• _INFORMATION PROVIDED_
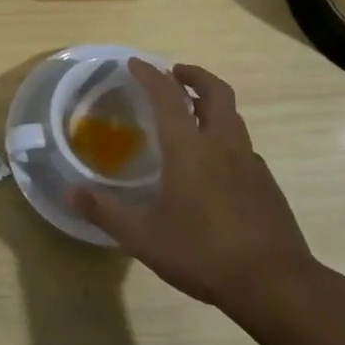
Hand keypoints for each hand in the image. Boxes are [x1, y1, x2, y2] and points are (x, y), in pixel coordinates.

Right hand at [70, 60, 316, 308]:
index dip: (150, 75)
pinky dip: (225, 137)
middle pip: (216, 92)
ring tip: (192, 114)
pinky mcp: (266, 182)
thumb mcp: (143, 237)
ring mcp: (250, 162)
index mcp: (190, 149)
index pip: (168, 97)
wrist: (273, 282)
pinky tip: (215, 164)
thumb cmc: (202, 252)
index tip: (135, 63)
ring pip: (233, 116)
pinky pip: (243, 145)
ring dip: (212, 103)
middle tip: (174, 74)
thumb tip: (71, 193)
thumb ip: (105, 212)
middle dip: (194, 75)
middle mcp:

• _THE PROBLEM_
Could you copy exactly the lines from the one containing "pinky pip: (243, 145)" through the end of the records above, and nothing more?

• _REPLY TO THE TASK_
pinky pip: (243, 145)
ring dip: (212, 103)
middle tip: (174, 74)
thumb tip: (71, 193)
thumb ip: (105, 212)
middle dip: (194, 75)
middle mcp:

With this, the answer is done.